» **BRIEF**
Each line below from the "List all place" line through the "Annotate this image: name" line, those two included, must be restated word for word; the pictures must not be.

Saved entries
# # # # # # #

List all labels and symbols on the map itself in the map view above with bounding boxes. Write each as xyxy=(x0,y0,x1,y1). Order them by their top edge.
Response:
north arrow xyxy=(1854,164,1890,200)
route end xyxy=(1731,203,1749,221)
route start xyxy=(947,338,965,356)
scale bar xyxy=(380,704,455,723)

# # # # # # #

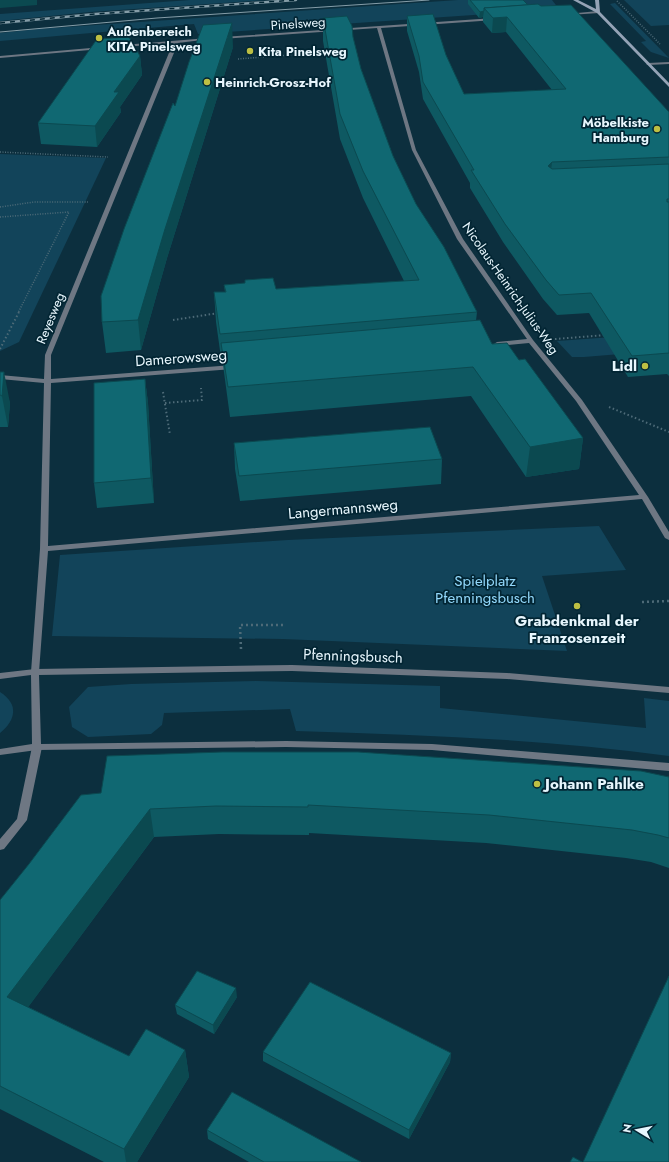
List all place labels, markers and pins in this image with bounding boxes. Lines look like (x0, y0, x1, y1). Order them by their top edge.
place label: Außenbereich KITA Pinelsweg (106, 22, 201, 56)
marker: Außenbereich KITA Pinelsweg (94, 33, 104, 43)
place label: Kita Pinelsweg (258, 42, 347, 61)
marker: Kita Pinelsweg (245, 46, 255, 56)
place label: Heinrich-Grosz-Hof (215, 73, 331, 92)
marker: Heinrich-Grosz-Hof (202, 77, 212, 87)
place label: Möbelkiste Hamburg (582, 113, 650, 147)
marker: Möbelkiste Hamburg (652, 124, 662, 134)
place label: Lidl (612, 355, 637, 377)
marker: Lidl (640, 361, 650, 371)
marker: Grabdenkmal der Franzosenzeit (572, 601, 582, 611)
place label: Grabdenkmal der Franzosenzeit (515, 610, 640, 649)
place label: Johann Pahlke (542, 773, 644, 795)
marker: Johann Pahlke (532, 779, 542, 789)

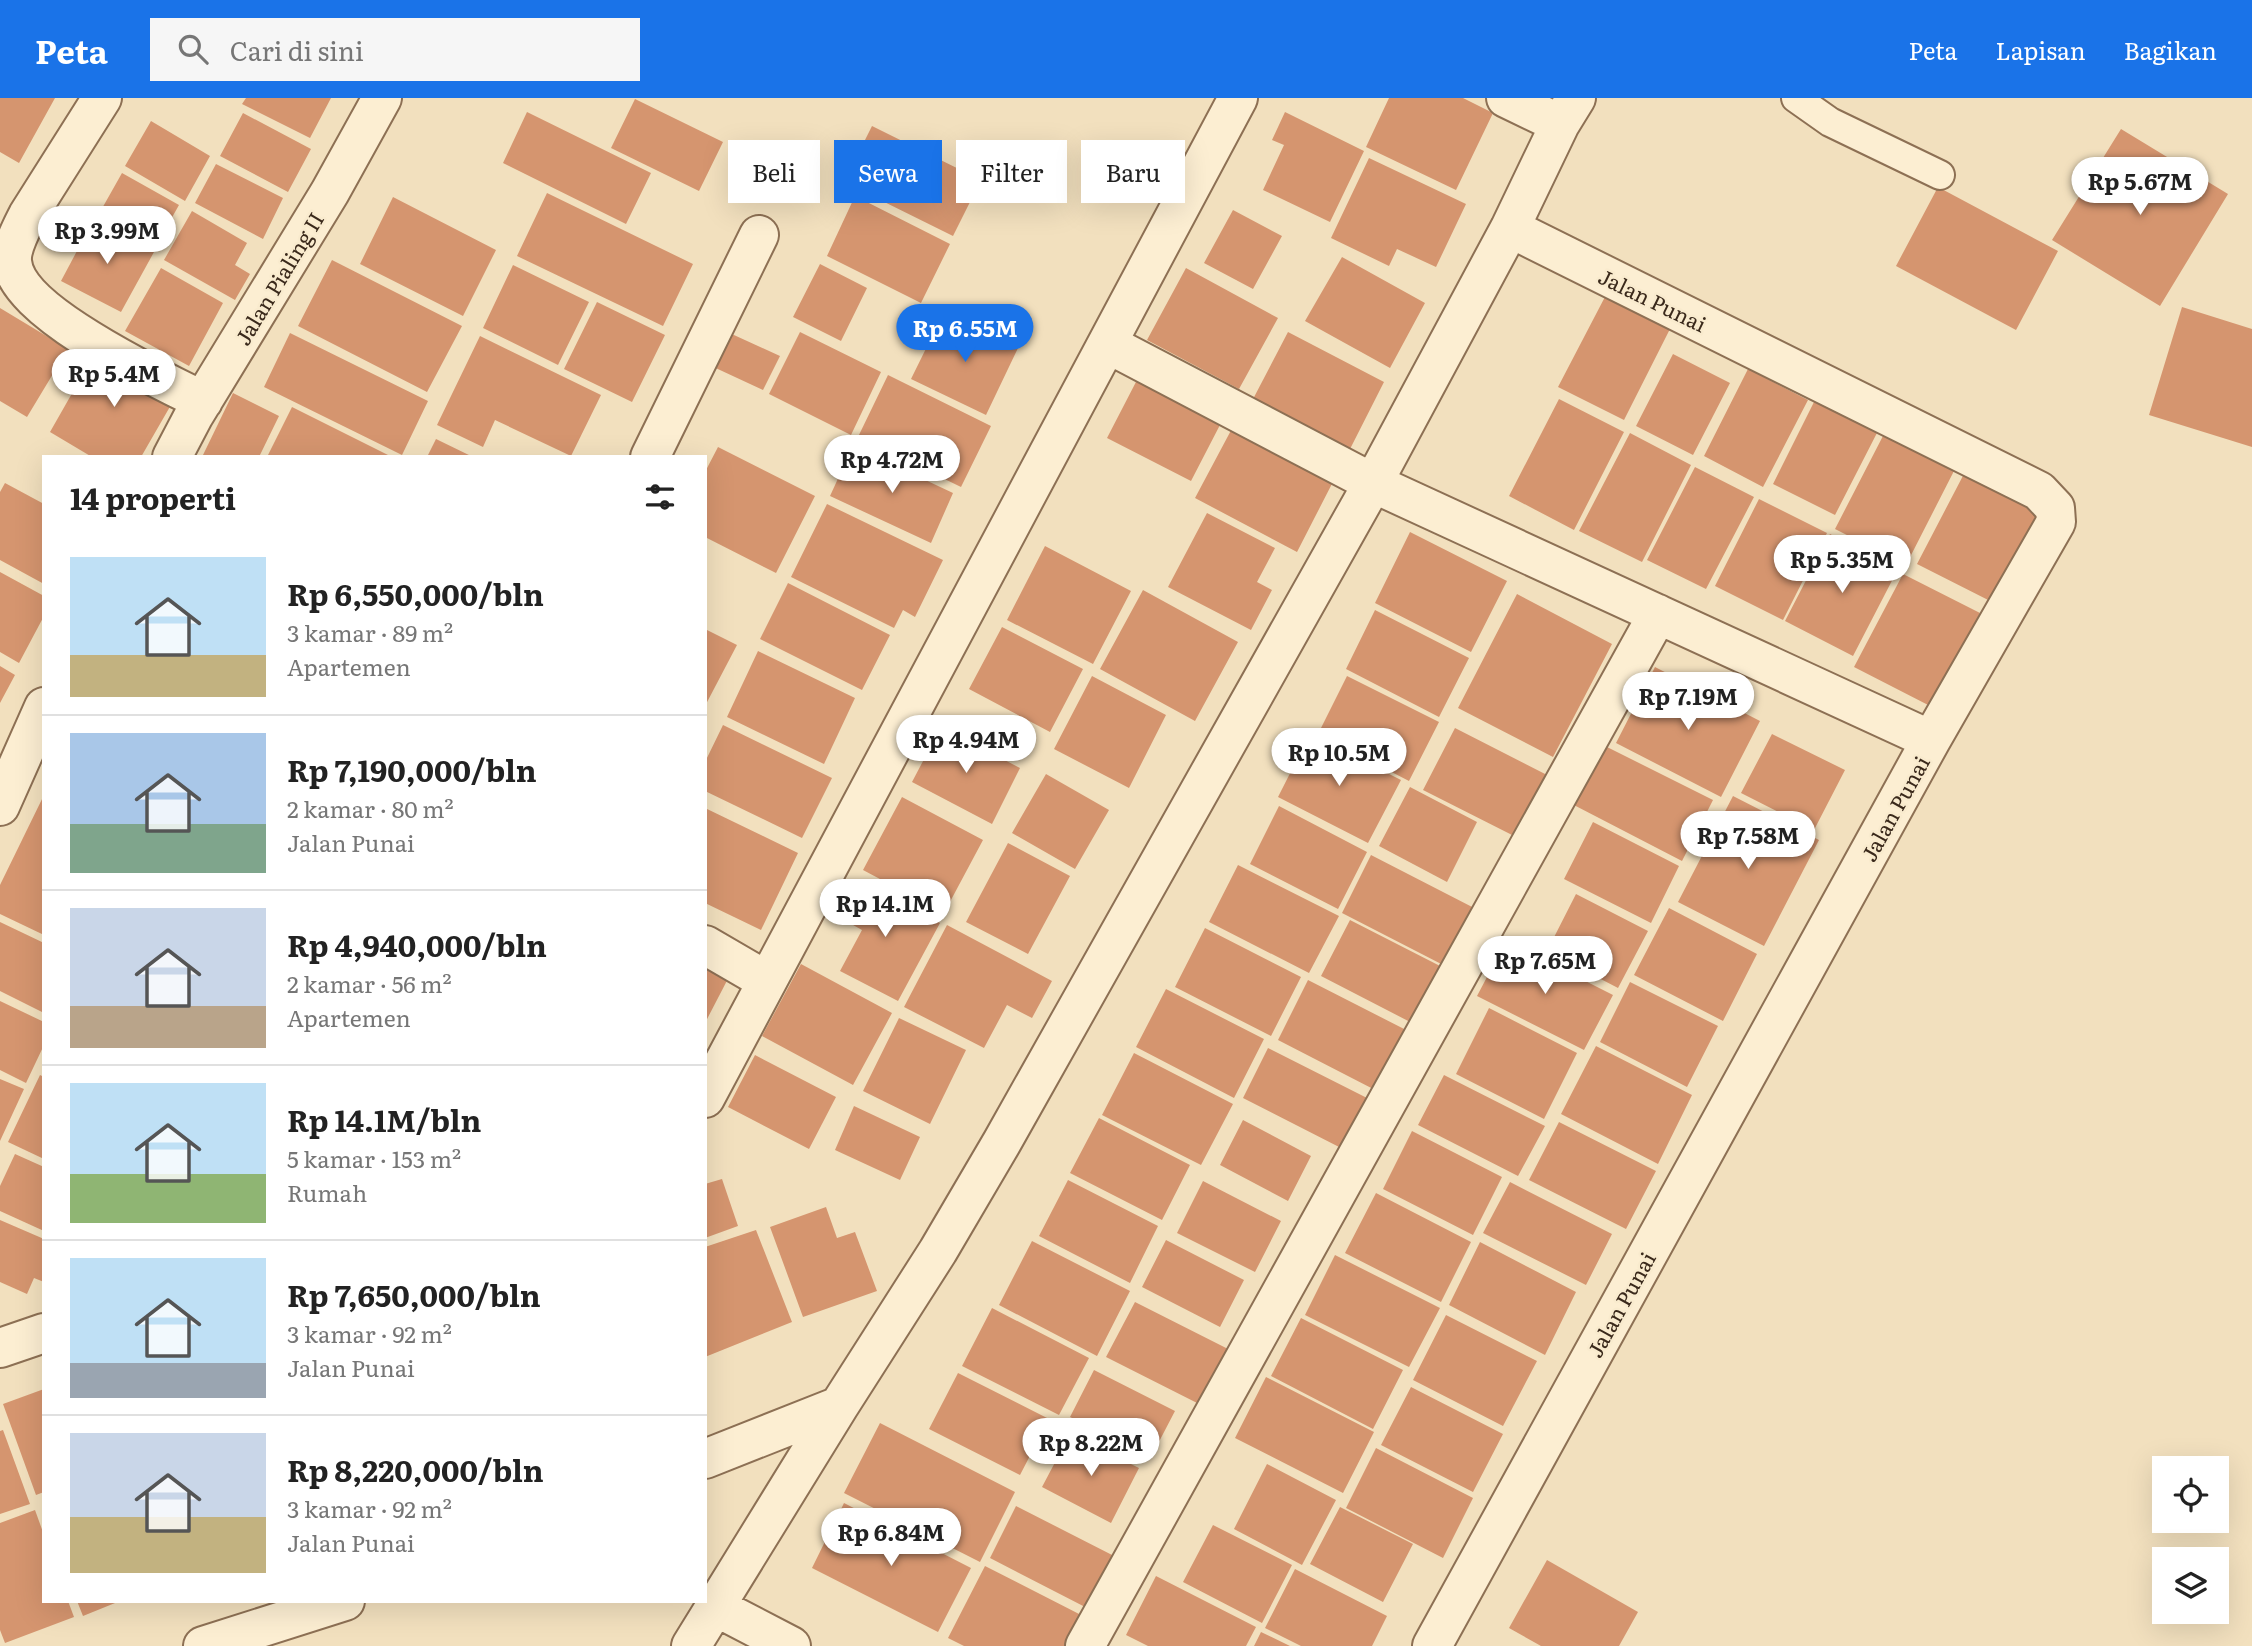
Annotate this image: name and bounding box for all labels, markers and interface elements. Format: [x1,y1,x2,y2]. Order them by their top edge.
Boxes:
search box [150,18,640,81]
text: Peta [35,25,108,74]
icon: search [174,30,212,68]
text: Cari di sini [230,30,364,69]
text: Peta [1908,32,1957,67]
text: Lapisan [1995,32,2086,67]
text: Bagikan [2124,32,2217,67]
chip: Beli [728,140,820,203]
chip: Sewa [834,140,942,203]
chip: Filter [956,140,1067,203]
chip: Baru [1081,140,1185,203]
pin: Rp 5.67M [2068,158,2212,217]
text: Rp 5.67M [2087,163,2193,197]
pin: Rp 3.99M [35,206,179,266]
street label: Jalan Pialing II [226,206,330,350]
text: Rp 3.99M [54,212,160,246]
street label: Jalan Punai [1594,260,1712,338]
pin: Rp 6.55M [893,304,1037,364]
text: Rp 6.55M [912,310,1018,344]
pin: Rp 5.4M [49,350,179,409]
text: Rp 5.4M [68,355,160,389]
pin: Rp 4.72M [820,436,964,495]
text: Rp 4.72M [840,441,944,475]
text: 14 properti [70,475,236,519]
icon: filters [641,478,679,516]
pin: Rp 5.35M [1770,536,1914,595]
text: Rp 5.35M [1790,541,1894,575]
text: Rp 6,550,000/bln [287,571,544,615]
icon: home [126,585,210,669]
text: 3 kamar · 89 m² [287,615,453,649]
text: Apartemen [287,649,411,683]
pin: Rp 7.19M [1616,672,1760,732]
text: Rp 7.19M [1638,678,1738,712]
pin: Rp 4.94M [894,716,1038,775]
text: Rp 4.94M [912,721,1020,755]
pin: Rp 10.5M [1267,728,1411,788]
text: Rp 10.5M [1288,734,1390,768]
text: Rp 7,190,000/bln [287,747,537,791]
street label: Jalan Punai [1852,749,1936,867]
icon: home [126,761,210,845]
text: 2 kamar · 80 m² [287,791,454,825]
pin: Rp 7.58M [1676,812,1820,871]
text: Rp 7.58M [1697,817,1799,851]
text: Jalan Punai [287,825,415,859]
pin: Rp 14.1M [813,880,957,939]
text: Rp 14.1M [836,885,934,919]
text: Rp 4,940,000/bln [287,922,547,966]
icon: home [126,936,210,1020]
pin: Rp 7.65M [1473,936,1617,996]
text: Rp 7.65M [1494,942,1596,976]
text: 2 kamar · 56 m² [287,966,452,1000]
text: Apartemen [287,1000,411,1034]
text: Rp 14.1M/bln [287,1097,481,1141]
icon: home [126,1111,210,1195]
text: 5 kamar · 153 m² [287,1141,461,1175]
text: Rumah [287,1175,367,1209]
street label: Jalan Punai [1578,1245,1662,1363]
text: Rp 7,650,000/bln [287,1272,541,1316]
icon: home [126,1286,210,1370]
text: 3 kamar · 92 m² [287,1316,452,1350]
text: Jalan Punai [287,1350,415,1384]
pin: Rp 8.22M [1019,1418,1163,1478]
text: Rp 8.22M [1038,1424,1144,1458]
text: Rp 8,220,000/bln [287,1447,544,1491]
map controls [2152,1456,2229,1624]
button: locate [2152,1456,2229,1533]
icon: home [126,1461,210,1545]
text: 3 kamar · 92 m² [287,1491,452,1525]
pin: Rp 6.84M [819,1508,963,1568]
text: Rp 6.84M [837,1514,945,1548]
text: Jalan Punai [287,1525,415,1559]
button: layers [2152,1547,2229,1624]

# # # # # # #

» **TASK SOLUTION**
List all place labels, markers and pins in this image with bounding boxes. Lines look like (x0, y0, x1, y1). Order them by their top edge.
place label: Außenbereich KITA Pinelsweg (106, 22, 201, 56)
marker: Außenbereich KITA Pinelsweg (94, 33, 104, 43)
place label: Kita Pinelsweg (258, 42, 347, 61)
marker: Kita Pinelsweg (245, 46, 255, 56)
place label: Heinrich-Grosz-Hof (215, 73, 331, 92)
marker: Heinrich-Grosz-Hof (202, 77, 212, 87)
place label: Möbelkiste Hamburg (582, 113, 650, 147)
marker: Möbelkiste Hamburg (652, 124, 662, 134)
place label: Lidl (612, 355, 637, 377)
marker: Lidl (640, 361, 650, 371)
marker: Grabdenkmal der Franzosenzeit (572, 601, 582, 611)
place label: Grabdenkmal der Franzosenzeit (515, 610, 640, 649)
place label: Johann Pahlke (542, 773, 644, 795)
marker: Johann Pahlke (532, 779, 542, 789)

Annotate this image: name and bounding box for all labels, markers and interface elements. Format: [x1,y1,x2,y2]. Order them by their top edge.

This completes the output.